[Supplied data]

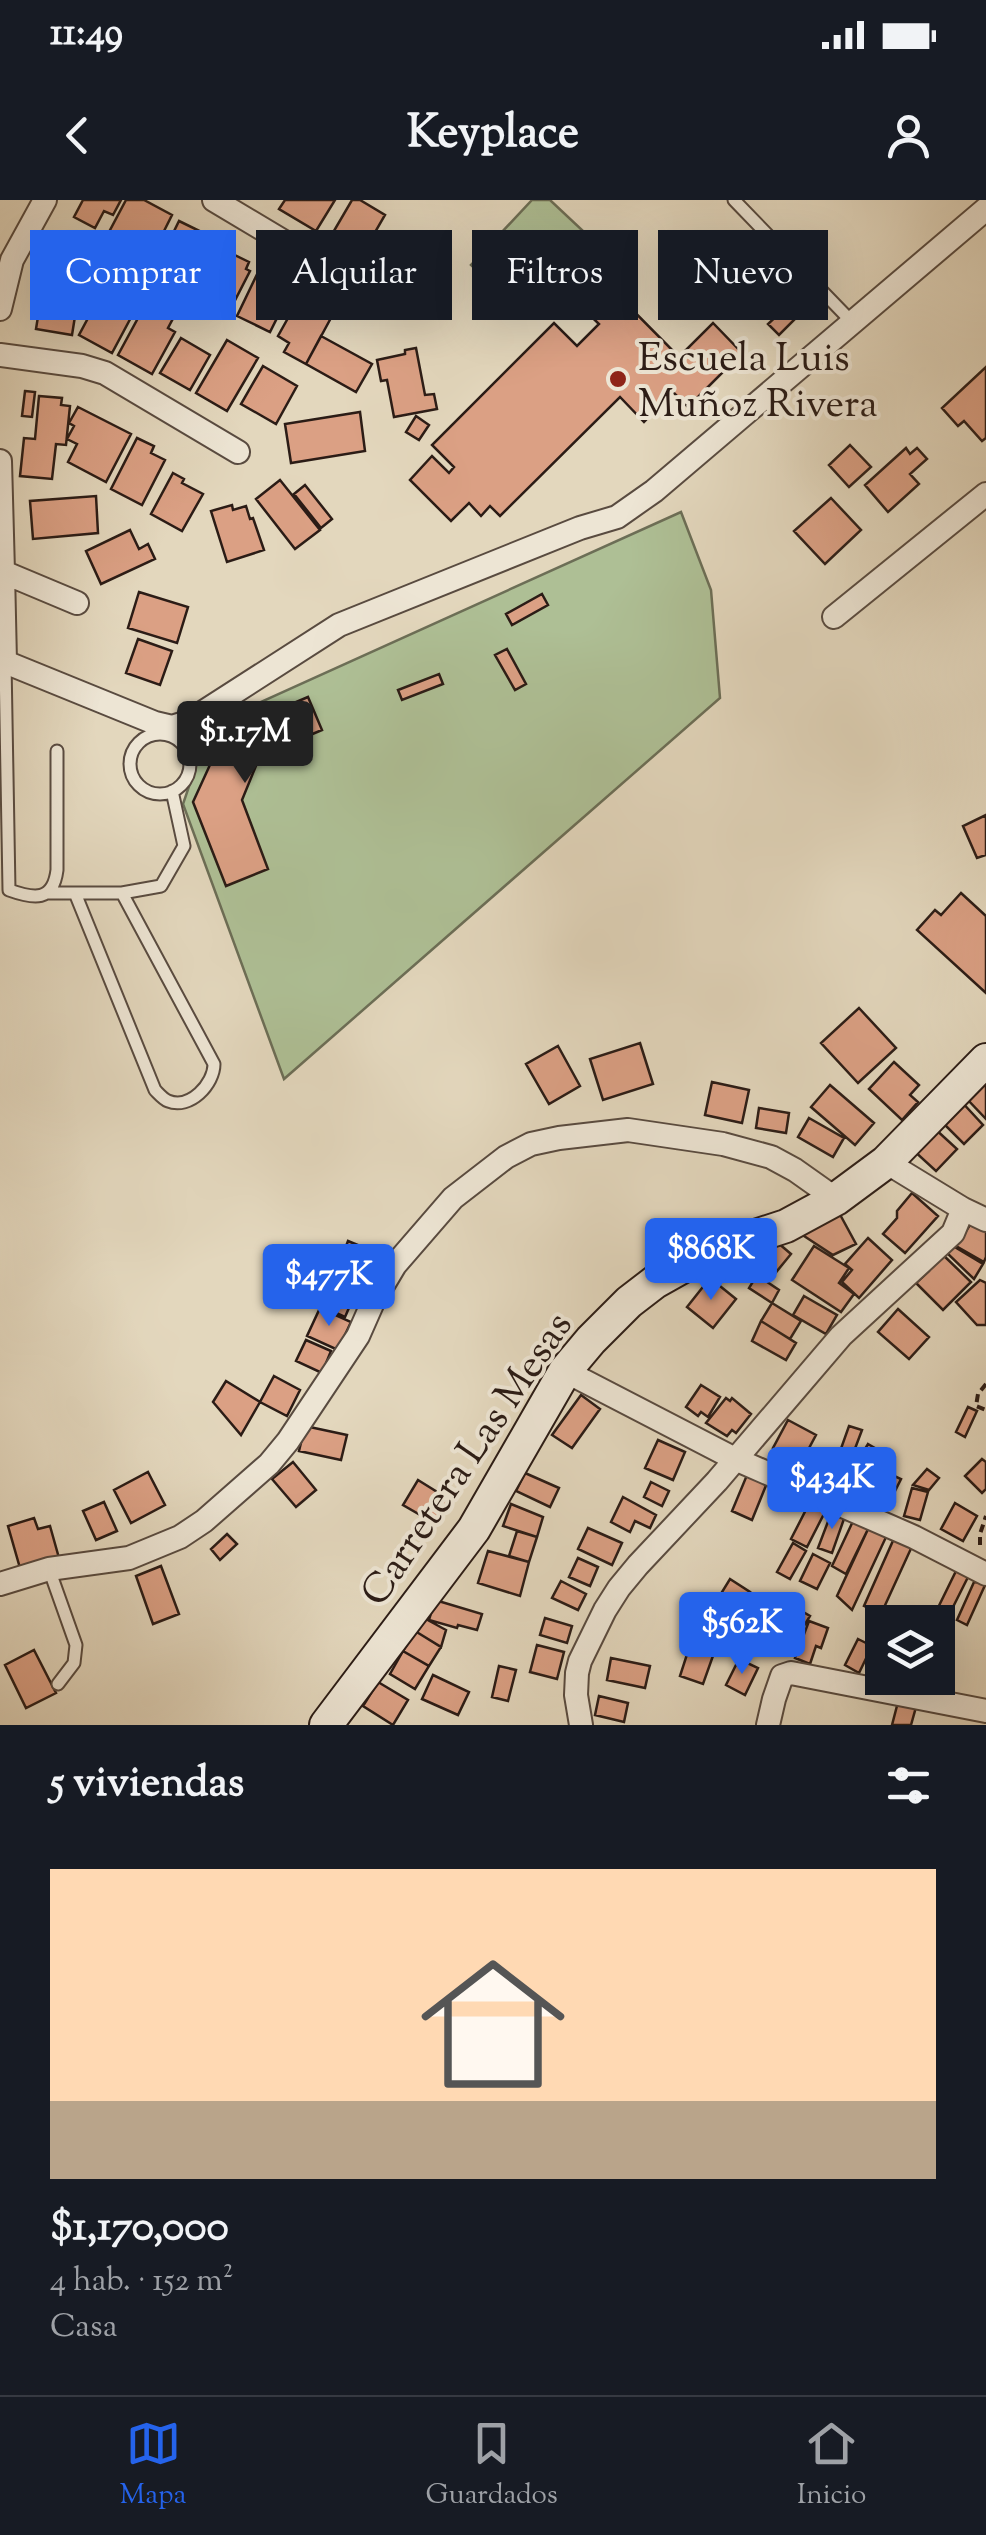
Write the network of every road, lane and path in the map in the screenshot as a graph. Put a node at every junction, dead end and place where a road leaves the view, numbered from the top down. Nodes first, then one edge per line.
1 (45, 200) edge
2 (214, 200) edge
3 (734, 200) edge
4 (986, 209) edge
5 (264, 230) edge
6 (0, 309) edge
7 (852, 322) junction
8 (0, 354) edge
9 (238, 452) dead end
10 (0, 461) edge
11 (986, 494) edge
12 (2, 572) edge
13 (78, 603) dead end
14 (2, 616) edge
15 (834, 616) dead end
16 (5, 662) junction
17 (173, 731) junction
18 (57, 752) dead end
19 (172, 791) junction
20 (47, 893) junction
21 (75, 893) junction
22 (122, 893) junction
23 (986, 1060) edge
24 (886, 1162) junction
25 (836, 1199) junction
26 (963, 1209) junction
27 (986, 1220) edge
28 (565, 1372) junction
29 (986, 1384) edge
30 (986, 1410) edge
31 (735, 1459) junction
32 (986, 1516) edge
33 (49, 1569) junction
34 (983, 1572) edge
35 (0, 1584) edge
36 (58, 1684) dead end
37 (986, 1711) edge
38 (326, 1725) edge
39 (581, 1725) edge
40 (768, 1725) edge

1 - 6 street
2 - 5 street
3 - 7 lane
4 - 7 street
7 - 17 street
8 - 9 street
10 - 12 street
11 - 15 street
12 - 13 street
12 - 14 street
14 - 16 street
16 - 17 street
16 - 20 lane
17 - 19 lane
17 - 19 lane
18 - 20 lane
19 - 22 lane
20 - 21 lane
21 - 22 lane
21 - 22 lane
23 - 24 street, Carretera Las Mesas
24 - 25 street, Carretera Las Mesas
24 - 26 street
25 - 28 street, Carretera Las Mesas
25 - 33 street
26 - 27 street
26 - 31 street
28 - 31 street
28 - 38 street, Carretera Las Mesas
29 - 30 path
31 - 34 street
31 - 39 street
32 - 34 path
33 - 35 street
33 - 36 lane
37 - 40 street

[/Supplied data]
[Supplied data]

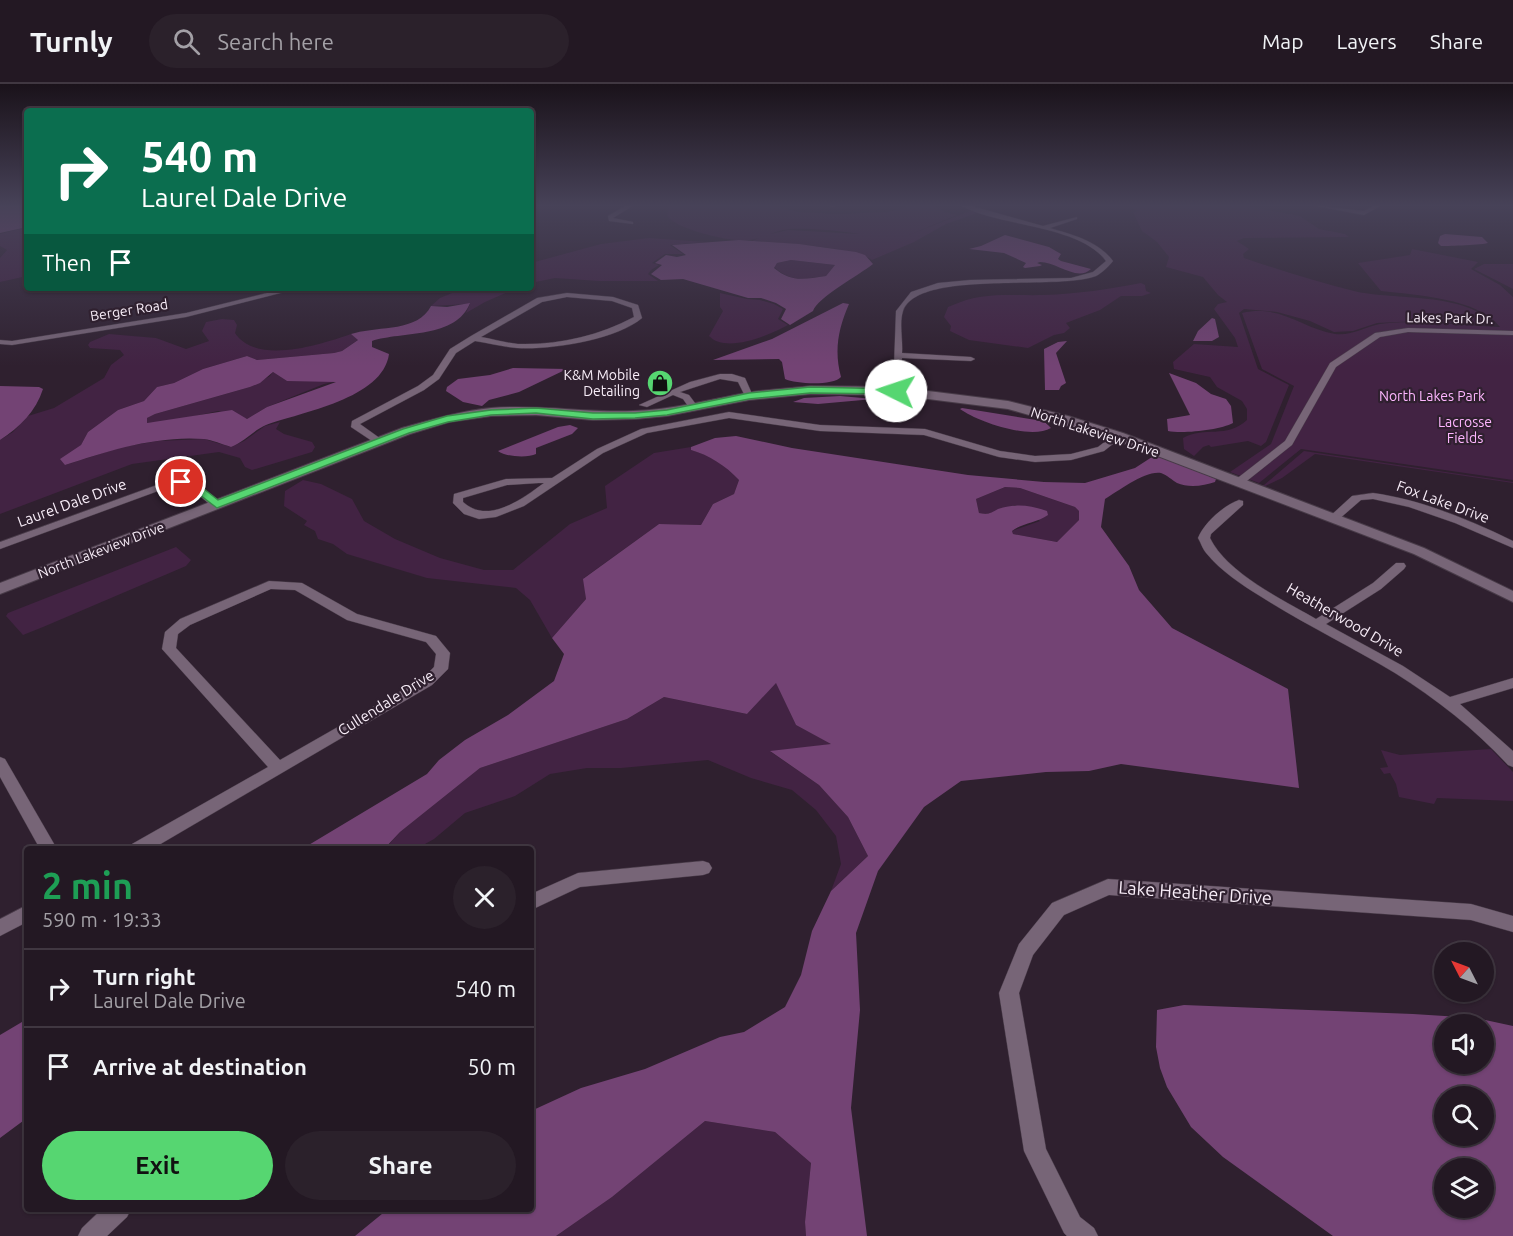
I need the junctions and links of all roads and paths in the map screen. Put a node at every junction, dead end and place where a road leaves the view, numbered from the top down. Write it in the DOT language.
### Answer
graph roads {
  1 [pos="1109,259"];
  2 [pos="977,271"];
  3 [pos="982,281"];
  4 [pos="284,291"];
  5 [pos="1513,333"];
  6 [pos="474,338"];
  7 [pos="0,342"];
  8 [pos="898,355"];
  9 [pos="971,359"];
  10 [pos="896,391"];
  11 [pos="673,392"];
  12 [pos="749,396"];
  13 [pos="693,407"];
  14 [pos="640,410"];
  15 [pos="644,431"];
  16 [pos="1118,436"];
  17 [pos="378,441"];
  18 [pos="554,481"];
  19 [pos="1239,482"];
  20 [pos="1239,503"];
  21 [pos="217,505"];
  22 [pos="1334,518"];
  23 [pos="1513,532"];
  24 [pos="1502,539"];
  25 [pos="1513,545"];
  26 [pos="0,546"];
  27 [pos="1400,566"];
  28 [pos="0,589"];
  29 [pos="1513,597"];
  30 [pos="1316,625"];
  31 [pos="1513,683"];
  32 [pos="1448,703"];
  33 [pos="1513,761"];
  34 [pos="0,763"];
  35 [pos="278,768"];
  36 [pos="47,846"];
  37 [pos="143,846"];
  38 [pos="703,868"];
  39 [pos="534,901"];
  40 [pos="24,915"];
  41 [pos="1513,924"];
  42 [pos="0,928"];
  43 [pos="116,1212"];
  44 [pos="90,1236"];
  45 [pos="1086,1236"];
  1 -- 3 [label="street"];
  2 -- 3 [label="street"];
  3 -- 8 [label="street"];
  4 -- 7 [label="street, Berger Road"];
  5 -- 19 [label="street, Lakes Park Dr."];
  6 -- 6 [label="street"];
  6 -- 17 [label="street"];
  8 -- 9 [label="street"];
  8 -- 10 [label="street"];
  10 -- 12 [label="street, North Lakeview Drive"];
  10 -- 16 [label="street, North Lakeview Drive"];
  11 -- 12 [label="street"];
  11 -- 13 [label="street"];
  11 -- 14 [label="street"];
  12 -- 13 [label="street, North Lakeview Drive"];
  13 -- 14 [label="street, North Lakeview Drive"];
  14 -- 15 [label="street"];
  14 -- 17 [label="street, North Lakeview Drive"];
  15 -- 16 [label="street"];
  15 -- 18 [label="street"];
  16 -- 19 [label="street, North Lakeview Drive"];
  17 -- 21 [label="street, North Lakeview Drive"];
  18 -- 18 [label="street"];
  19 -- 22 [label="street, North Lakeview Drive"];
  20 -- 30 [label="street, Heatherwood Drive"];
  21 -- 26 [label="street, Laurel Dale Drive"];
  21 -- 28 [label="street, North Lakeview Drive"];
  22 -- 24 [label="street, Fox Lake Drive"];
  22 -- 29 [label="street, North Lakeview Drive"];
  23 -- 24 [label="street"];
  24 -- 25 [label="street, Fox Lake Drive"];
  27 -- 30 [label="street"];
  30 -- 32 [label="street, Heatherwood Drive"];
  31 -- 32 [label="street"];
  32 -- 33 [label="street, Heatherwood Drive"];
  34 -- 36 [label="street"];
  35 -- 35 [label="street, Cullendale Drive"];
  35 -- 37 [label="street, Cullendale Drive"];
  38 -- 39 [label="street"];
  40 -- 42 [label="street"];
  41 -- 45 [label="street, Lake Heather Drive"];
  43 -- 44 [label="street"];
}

[/Supplied data]
[Supplied data]

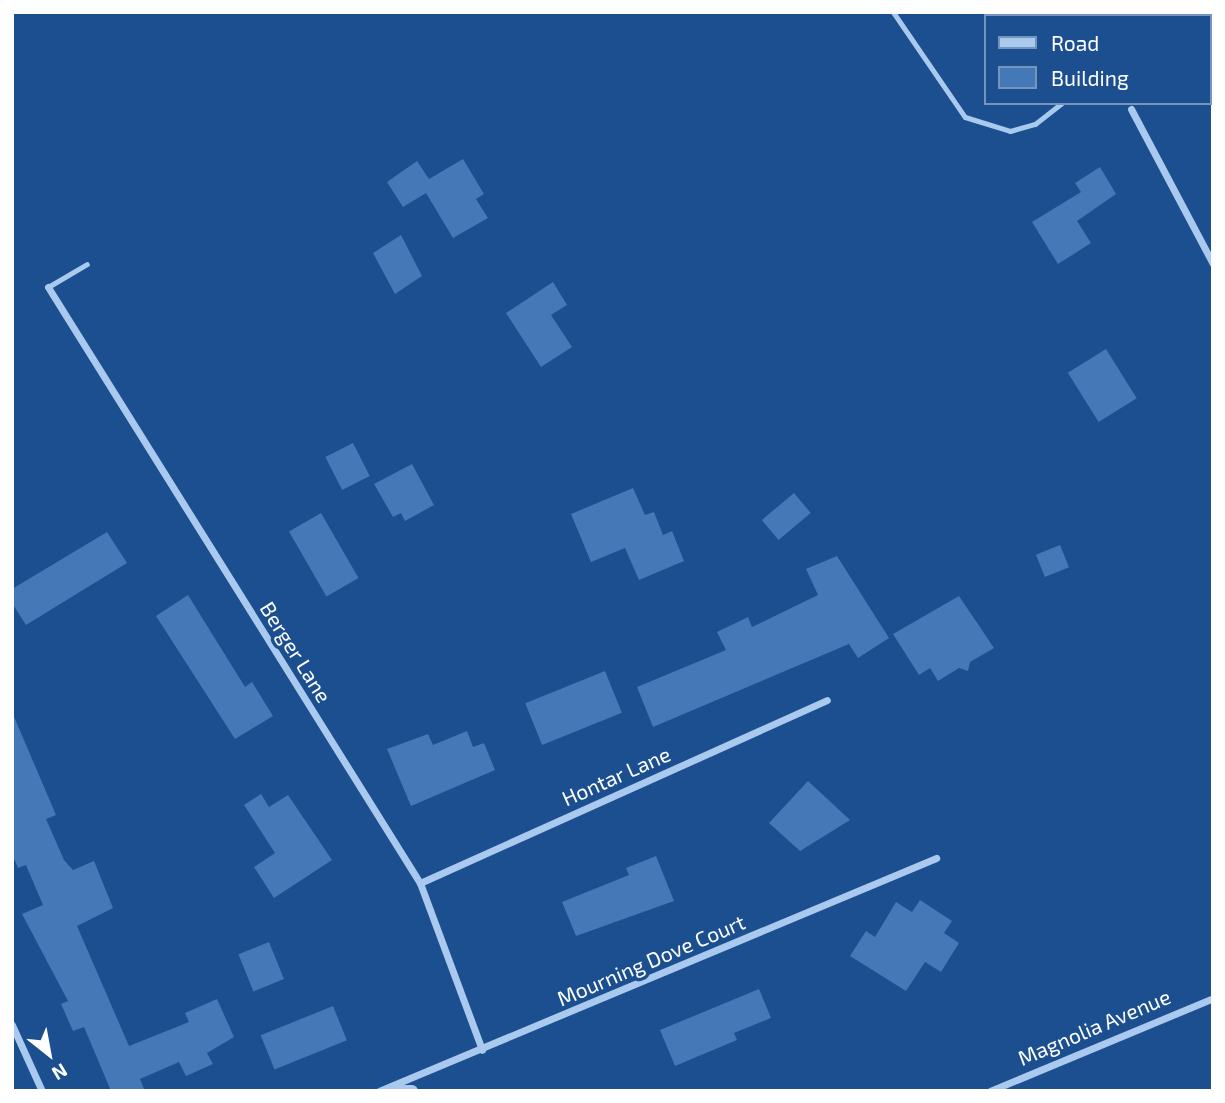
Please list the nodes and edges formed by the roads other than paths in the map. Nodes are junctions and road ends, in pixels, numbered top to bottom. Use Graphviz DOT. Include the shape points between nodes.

[/Supplied data]

> _What the task asks_
Pull each line holding "junctions" out of the listing.

> _Exercise response_
I need the junctions and links of all roads and paths in the map screen. Put a node at every junction, dead end and place where a road leaves the view, numbered from the top down. Write it in the DOT language.
Please list the nodes and edges formed by the roads other than paths in the map. Nodes are junctions and road ends, in pixels, numbered top to bottom. Use Graphviz DOT. Include the shape points between nodes.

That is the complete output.